В партнерстве с Кобом он разбогател, как ему и не снилось, а когда его друга и наставника унес рак, возглавил гильдию метчиков, получив абсолютное большинство голосов. Когда-то он тревожился за свою жизнь в отставке, а теперь оказался в числе самых богатых и влиятельных городских купцов.
Наконец они достигли лавки Коба.
Лавка Коба.
Ныне она принадлежала ему, и Элисса хозяйничала в ней уже не первый год, но про себя он продолжал называть ее лавкой Коба и вывеску не сменил.
Звякнул дверной колокольчик, Элисса подняла глаза и просияла улыбкой, от которой уныние сняло как рукой. Став Матерью, окончив Школу Матерей и восстановившись в сословии, она теперь могла жить, как ей вздумается.
После многих лет немилости и предпочтения ее сестер вдовая мать Элиссы, графиня Треша, возобновила визиты.

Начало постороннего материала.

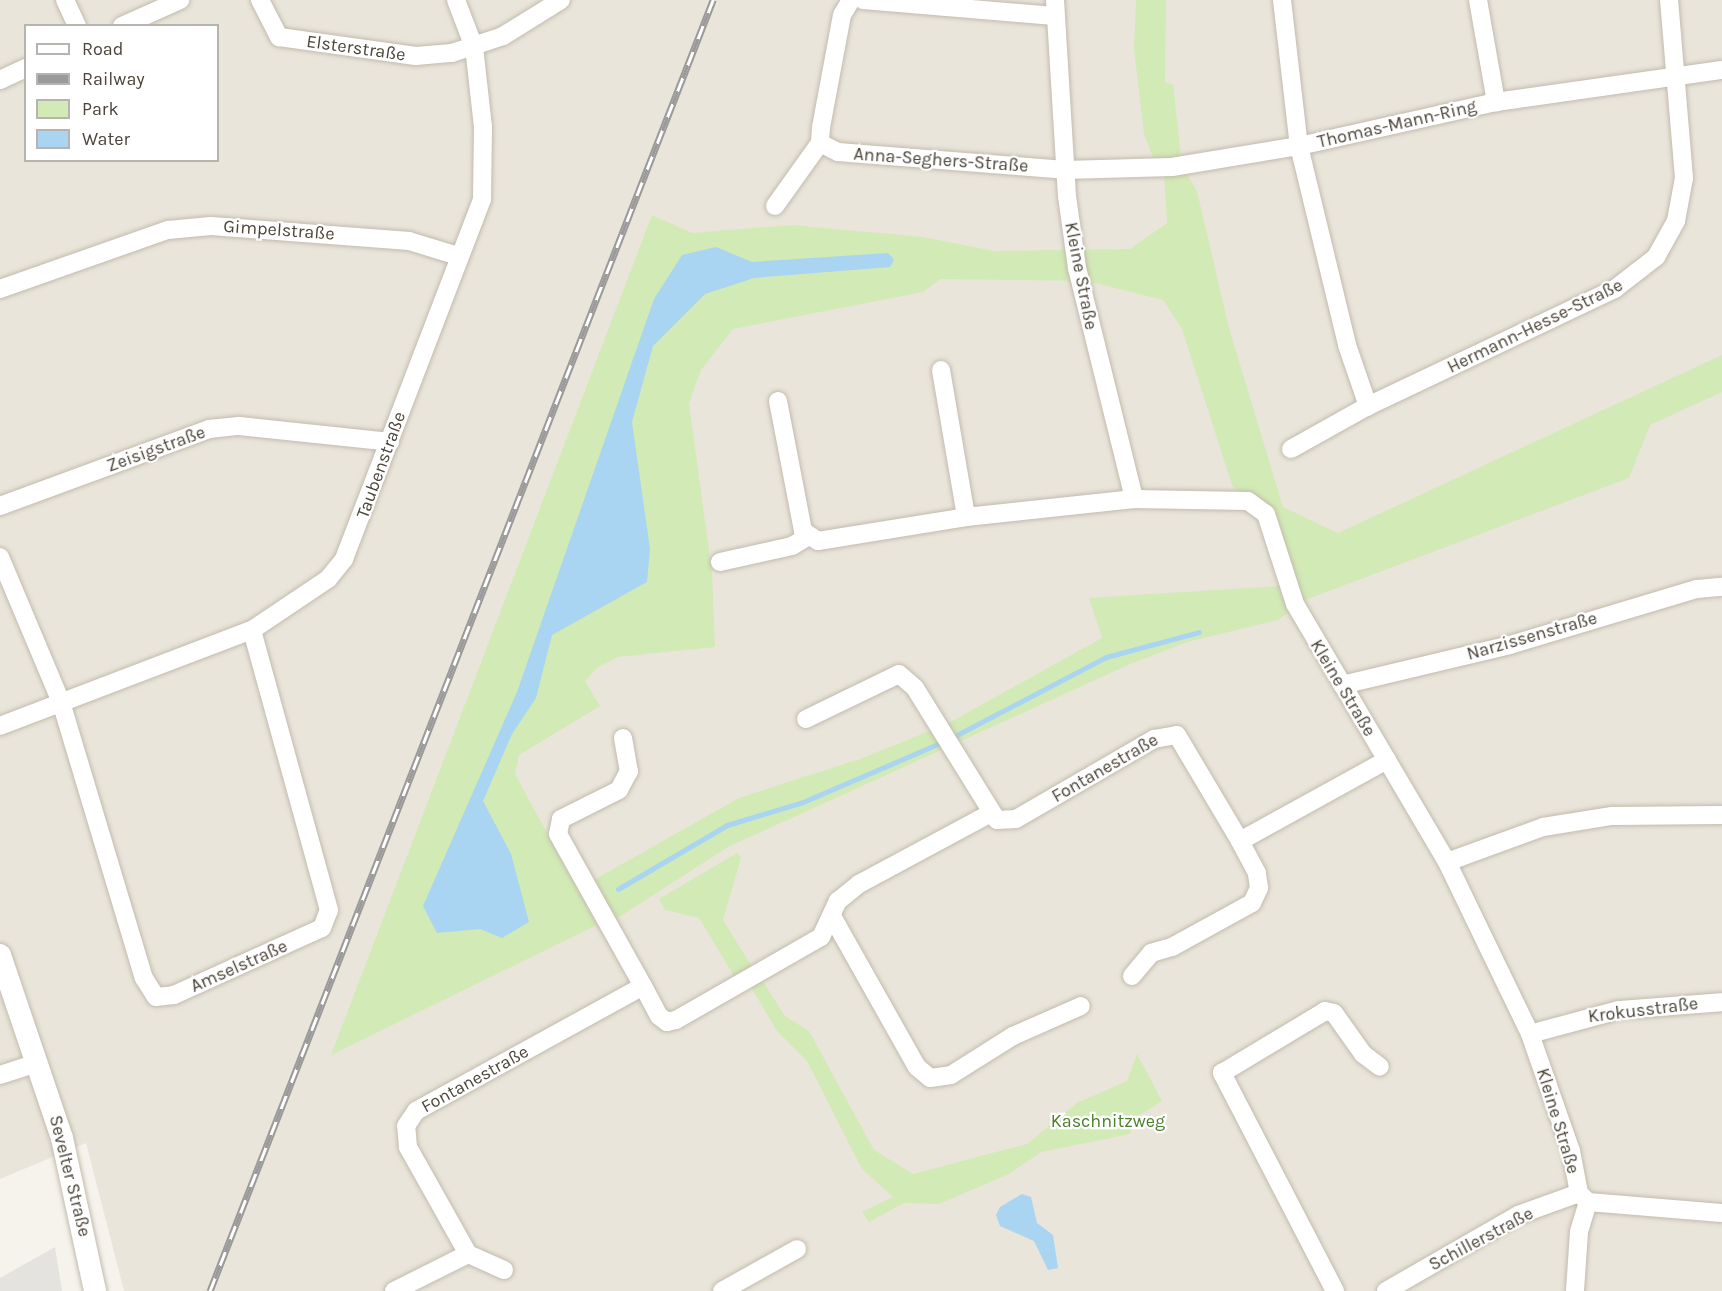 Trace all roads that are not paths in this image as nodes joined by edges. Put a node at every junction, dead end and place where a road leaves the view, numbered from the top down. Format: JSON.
{"nodes":[{"id":1,"x":66,"y":0,"type":"edge"},
{"id":2,"x":180,"y":0,"type":"edge"},
{"id":3,"x":260,"y":0,"type":"edge"},
{"id":4,"x":456,"y":0,"type":"edge"},
{"id":5,"x":561,"y":0,"type":"edge"},
{"id":6,"x":851,"y":0,"type":"edge"},
{"id":7,"x":863,"y":0,"type":"edge"},
{"id":8,"x":1282,"y":0,"type":"edge"},
{"id":9,"x":1478,"y":0,"type":"edge"},
{"id":10,"x":1669,"y":0,"type":"edge"},
{"id":11,"x":1054,"y":8,"type":"edge"},
{"id":12,"x":75,"y":24,"type":"edge"},
{"id":13,"x":126,"y":24,"type":"edge"},
{"id":14,"x":474,"y":47,"type":"junction"},
{"id":15,"x":24,"y":69,"type":"edge"},
{"id":16,"x":1722,"y":70,"type":"edge"},
{"id":17,"x":1678,"y":74,"type":"junction"},
{"id":18,"x":0,"y":80,"type":"edge"},
{"id":19,"x":1496,"y":102,"type":"junction"},
{"id":20,"x":820,"y":143,"type":"junction"},
{"id":21,"x":1299,"y":146,"type":"junction"},
{"id":22,"x":1065,"y":170,"type":"junction"},
{"id":23,"x":775,"y":206,"type":"dead end"},
{"id":24,"x":458,"y":256,"type":"junction"},
{"id":25,"x":0,"y":289,"type":"edge"},
{"id":26,"x":941,"y":370,"type":"dead end"},
{"id":27,"x":778,"y":401,"type":"dead end"},
{"id":28,"x":1368,"y":406,"type":"junction"},
{"id":29,"x":390,"y":442,"type":"junction"},
{"id":30,"x":1291,"y":449,"type":"dead end"},
{"id":31,"x":1134,"y":499,"type":"junction"},
{"id":32,"x":0,"y":506,"type":"edge"},
{"id":33,"x":966,"y":517,"type":"junction"},
{"id":34,"x":807,"y":537,"type":"junction"},
{"id":35,"x":0,"y":557,"type":"edge"},
{"id":36,"x":720,"y":562,"type":"dead end"},
{"id":37,"x":1722,"y":587,"type":"edge"},
{"id":38,"x":252,"y":630,"type":"junction"},
{"id":39,"x":1342,"y":685,"type":"junction"},
{"id":40,"x":61,"y":702,"type":"junction"},
{"id":41,"x":806,"y":719,"type":"dead end"},
{"id":42,"x":0,"y":726,"type":"edge"},
{"id":43,"x":623,"y":738,"type":"dead end"},
{"id":44,"x":1388,"y":760,"type":"junction"},
{"id":45,"x":989,"y":814,"type":"junction"},
{"id":46,"x":1722,"y":815,"type":"edge"},
{"id":47,"x":1240,"y":841,"type":"junction"},
{"id":48,"x":1447,"y":862,"type":"junction"},
{"id":49,"x":833,"y":918,"type":"junction"},
{"id":50,"x":0,"y":955,"type":"edge"},
{"id":51,"x":1132,"y":976,"type":"dead end"},
{"id":52,"x":643,"y":986,"type":"junction"},
{"id":53,"x":1722,"y":1002,"type":"edge"},
{"id":54,"x":1081,"y":1006,"type":"dead end"},
{"id":55,"x":1530,"y":1034,"type":"junction"},
{"id":56,"x":38,"y":1063,"type":"junction"},
{"id":57,"x":1380,"y":1067,"type":"dead end"},
{"id":58,"x":0,"y":1075,"type":"edge"},
{"id":59,"x":1584,"y":1197,"type":"junction"},
{"id":60,"x":1722,"y":1213,"type":"edge"},
{"id":61,"x":797,"y":1249,"type":"dead end"},
{"id":62,"x":468,"y":1254,"type":"junction"},
{"id":63,"x":504,"y":1270,"type":"dead end"},
{"id":64,"x":95,"y":1291,"type":"edge"},
{"id":65,"x":394,"y":1291,"type":"edge"},
{"id":66,"x":722,"y":1291,"type":"edge"},
{"id":67,"x":1335,"y":1291,"type":"edge"},
{"id":68,"x":1386,"y":1291,"type":"edge"},
{"id":69,"x":1575,"y":1291,"type":"edge"}],
"edges":[{"from":1,"to":12,"type":"street"},
{"from":2,"to":13,"type":"street"},
{"from":3,"to":14,"type":"street","name":"Elsterstraße"},
{"from":4,"to":14,"type":"street","name":"Taubenstraße"},
{"from":5,"to":14,"type":"street"},
{"from":6,"to":20,"type":"street"},
{"from":7,"to":11,"type":"street"},
{"from":8,"to":21,"type":"street","name":"Thomas-Mann-Ring"},
{"from":9,"to":19,"type":"street","name":"Thomas-Mann-Ring"},
{"from":10,"to":17,"type":"street"},
{"from":11,"to":22,"type":"street","name":"Kleine Straße"},
{"from":14,"to":24,"type":"street","name":"Taubenstraße"},
{"from":15,"to":18,"type":"street"},
{"from":16,"to":17,"type":"street","name":"Thomas-Mann-Ring"},
{"from":17,"to":19,"type":"street","name":"Thomas-Mann-Ring"},
{"from":17,"to":28,"type":"street","name":"Hermann-Hesse-Straße"},
{"from":19,"to":21,"type":"street","name":"Thomas-Mann-Ring"},
{"from":20,"to":22,"type":"street","name":"Anna-Seghers-Straße"},
{"from":20,"to":23,"type":"street"},
{"from":21,"to":22,"type":"street","name":"Thomas-Mann-Ring"},
{"from":21,"to":28,"type":"street"},
{"from":22,"to":31,"type":"street","name":"Kleine Straße"},
{"from":24,"to":25,"type":"street","name":"Gimpelstraße"},
{"from":24,"to":29,"type":"street","name":"Taubenstraße"},
{"from":26,"to":33,"type":"street"},
{"from":27,"to":34,"type":"street"},
{"from":28,"to":30,"type":"street","name":"Hermann-Hesse-Straße"},
{"from":29,"to":32,"type":"street","name":"Zeisigstraße"},
{"from":29,"to":38,"type":"street","name":"Taubenstraße"},
{"from":31,"to":33,"type":"street"},
{"from":31,"to":39,"type":"street","name":"Kleine Straße"},
{"from":33,"to":34,"type":"street"},
{"from":34,"to":36,"type":"street"},
{"from":35,"to":40,"type":"street"},
{"from":37,"to":39,"type":"street","name":"Narzissenstraße"},
{"from":38,"to":40,"type":"street","name":"Taubenstraße"},
{"from":38,"to":40,"type":"street","name":"Amselstraße"},
{"from":39,"to":44,"type":"street","name":"Kleine Straße"},
{"from":40,"to":42,"type":"street","name":"Taubenstraße"},
{"from":41,"to":45,"type":"street"},
{"from":43,"to":52,"type":"street"},
{"from":44,"to":47,"type":"street"},
{"from":44,"to":48,"type":"street","name":"Kleine Straße"},
{"from":45,"to":47,"type":"street","name":"Fontanestraße"},
{"from":45,"to":49,"type":"street"},
{"from":46,"to":48,"type":"street"},
{"from":47,"to":51,"type":"street","name":"Fontanestraße"},
{"from":48,"to":55,"type":"street","name":"Kleine Straße"},
{"from":49,"to":52,"type":"street"},
{"from":49,"to":54,"type":"street"},
{"from":50,"to":56,"type":"street","name":"Sevelter Straße"},
{"from":52,"to":62,"type":"street","name":"Fontanestraße"},
{"from":53,"to":55,"type":"street","name":"Krokusstraße"},
{"from":55,"to":59,"type":"street","name":"Kleine Straße"},
{"from":56,"to":58,"type":"street"},
{"from":56,"to":64,"type":"street","name":"Sevelter Straße"},
{"from":57,"to":67,"type":"street"},
{"from":59,"to":60,"type":"street"},
{"from":59,"to":68,"type":"street","name":"Schillerstraße"},
{"from":59,"to":69,"type":"street","name":"Kleine Straße"},
{"from":61,"to":66,"type":"street"},
{"from":62,"to":63,"type":"street"},
{"from":62,"to":65,"type":"street"}]} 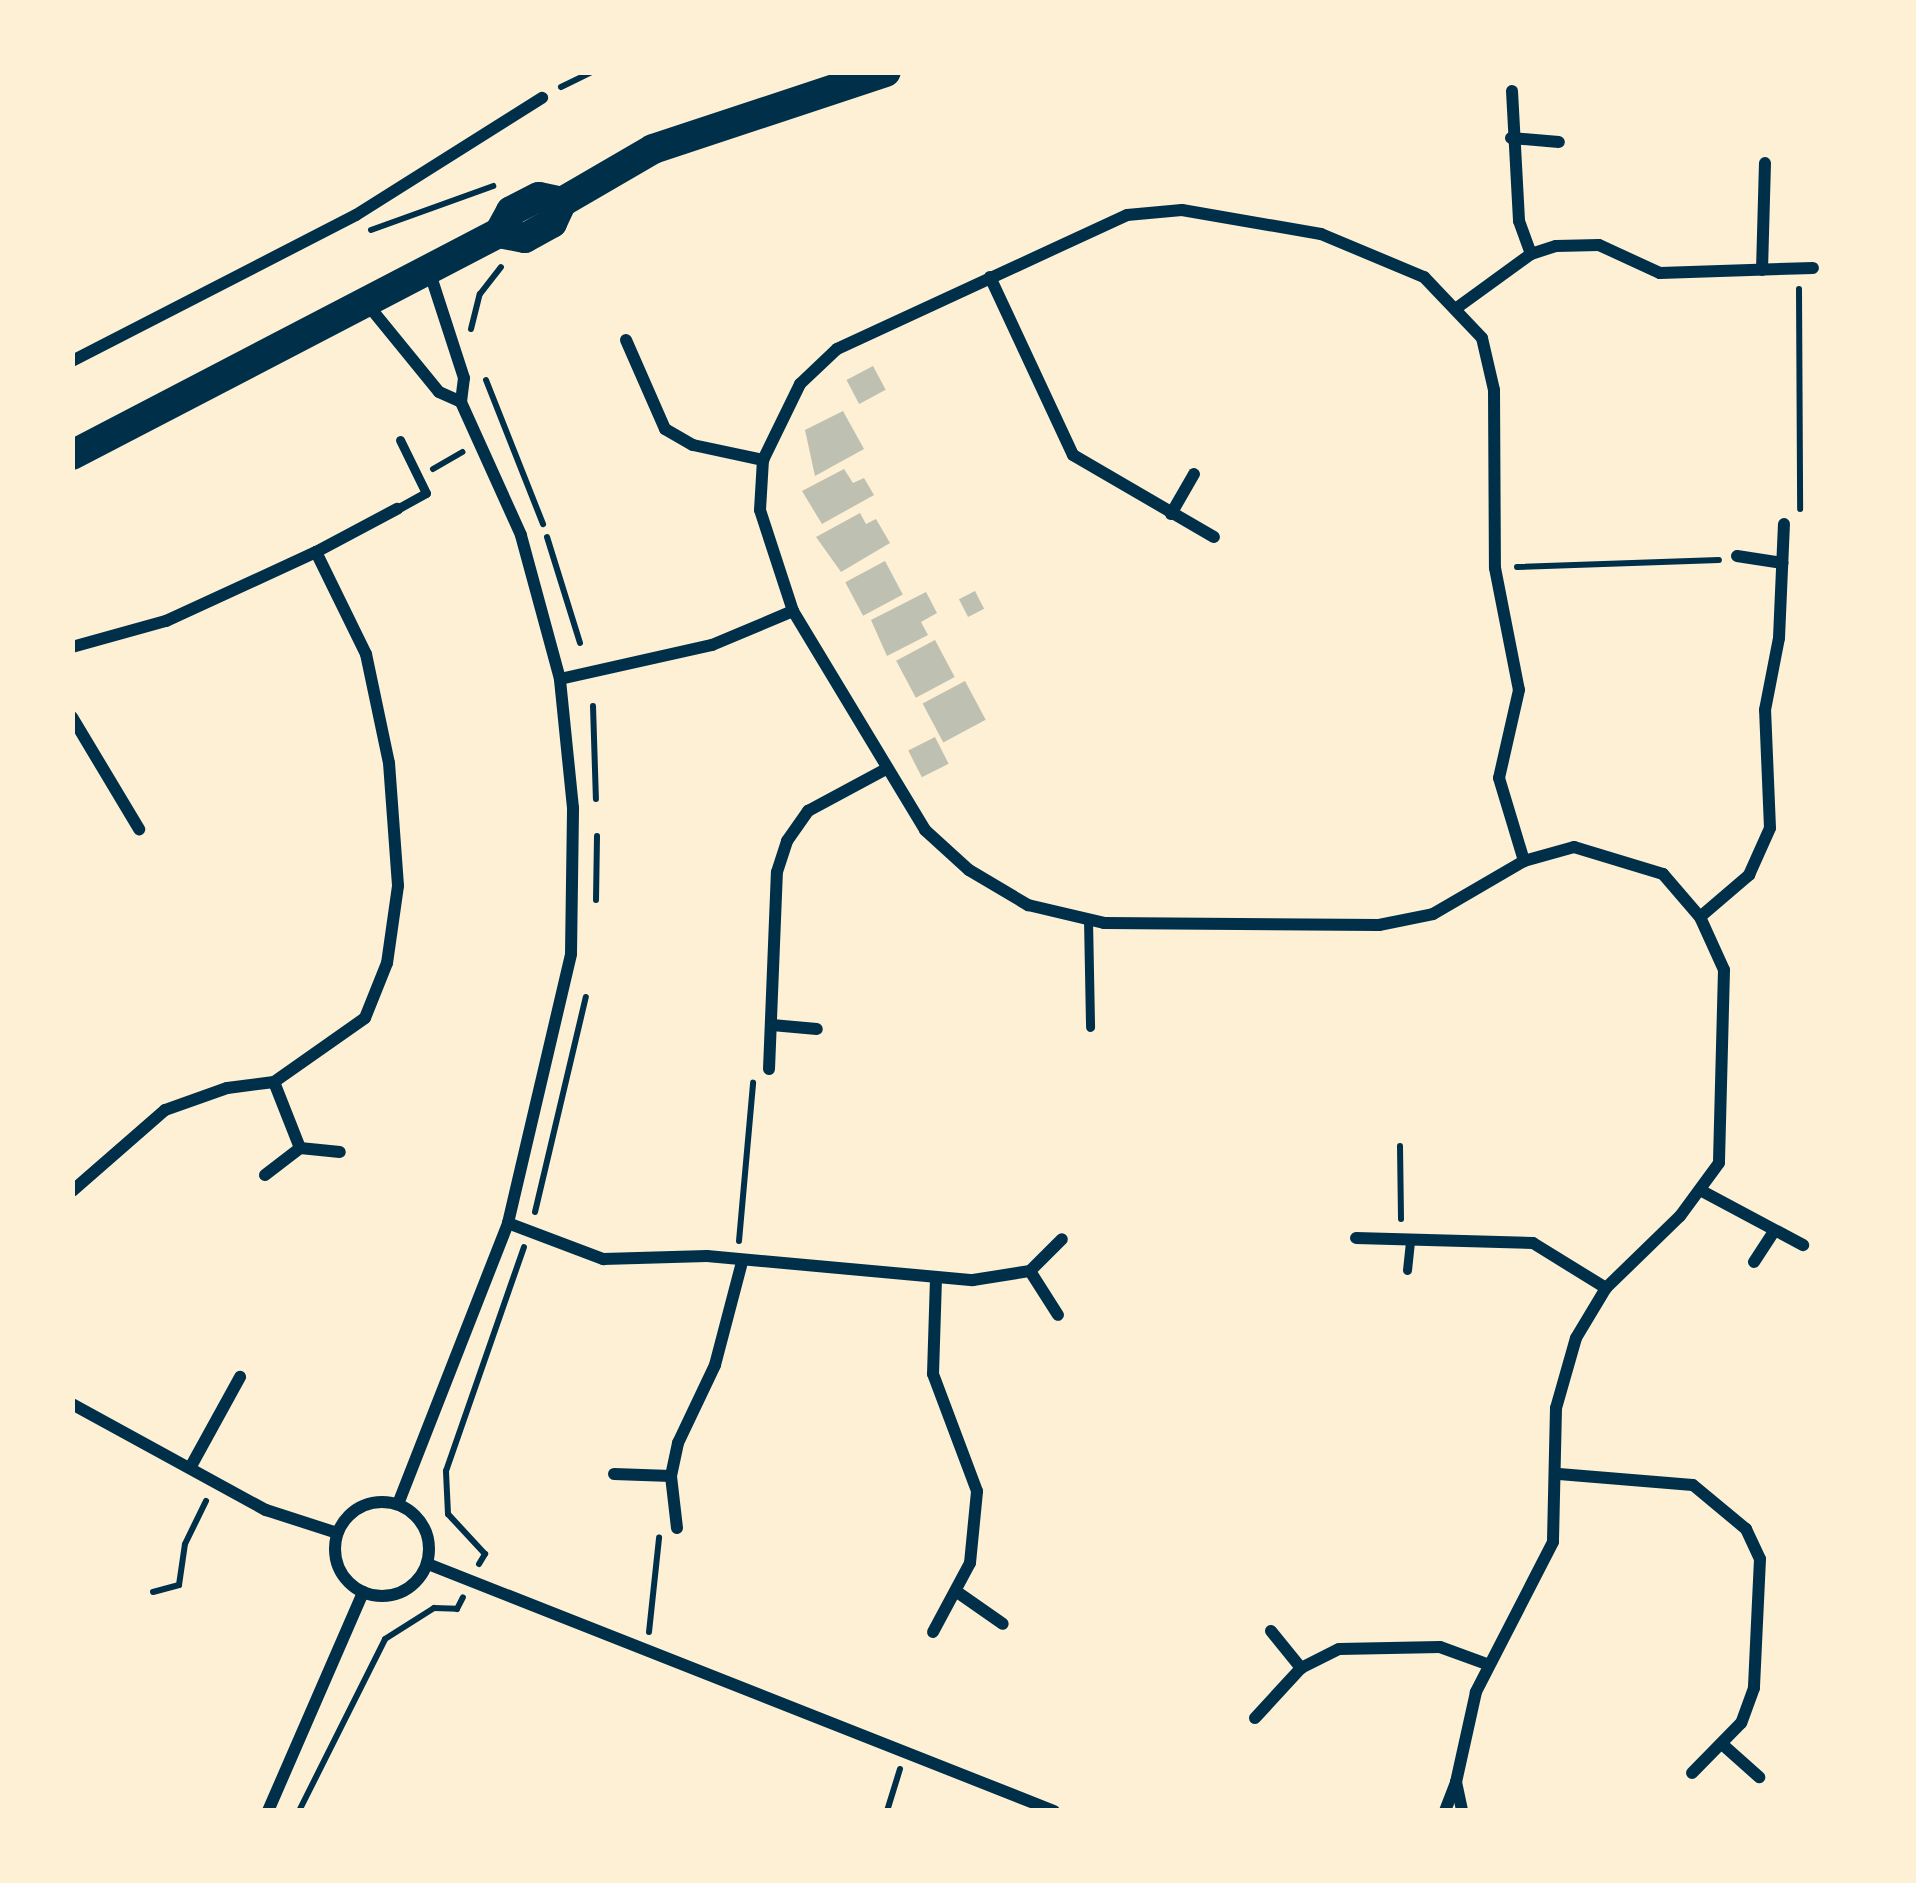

Она хотела приобщить Элиссу к политике и была обескуражена, когда та отказалась и выбрала промысел Рагена – метки.
Увидев, что лавка пуста, Раген перевернул дверную табличку надписью «Закрыто» и подошел к жене. Он уже шагнул к стойке, готовый обняться, но в дверь тяжело постучали. Раген обернулся в тот самый миг, когда она распахнулась и на пороге нарисовался измученный, запыхавшийся Дерек Золотник. Он был еще в доспехах, сумку вестника покрыла дорожная пыль.
– Дерек! – воскликнула Элисса. – Мы не ждали тебя до завтра.
– Гнал вовсю, чтобы поспеть раньше, – ответил Дерек. – Завтра весь город загудит. Я хотел, чтобы вы узнали из первых рук.
Раген уловил напряженность в его голосе.
– О чем?
– Ты лучше сядь, – предупредил Дерек. – И если у тебя припасен самогон из Сладкого Колодезя, самое время сломать печать.
Элисса вышла из-за стойки:
– Хватит тянуть, Дерек. Что случилось?
– У меня новости об Арлене, – ответил Дерек.
До Форта Милн дошел слух, что Арлен Тюк и есть Меченый, но Дерек знал его раньше. Они познакомились два года назад, когда Дерек служил дозорным на полустанке при золотом прииске графа Брайна, а Арлен был вестником-подмастерьем. Арлен вернулся и привел Дерека с собой, после чего тот несколько лет проработал в меточной лавке, а потом вступил в гильдию вестников. Теперь Дерек обеспечивал еженедельное почтовое сообщение между Фортом Милн и Ривербриджем.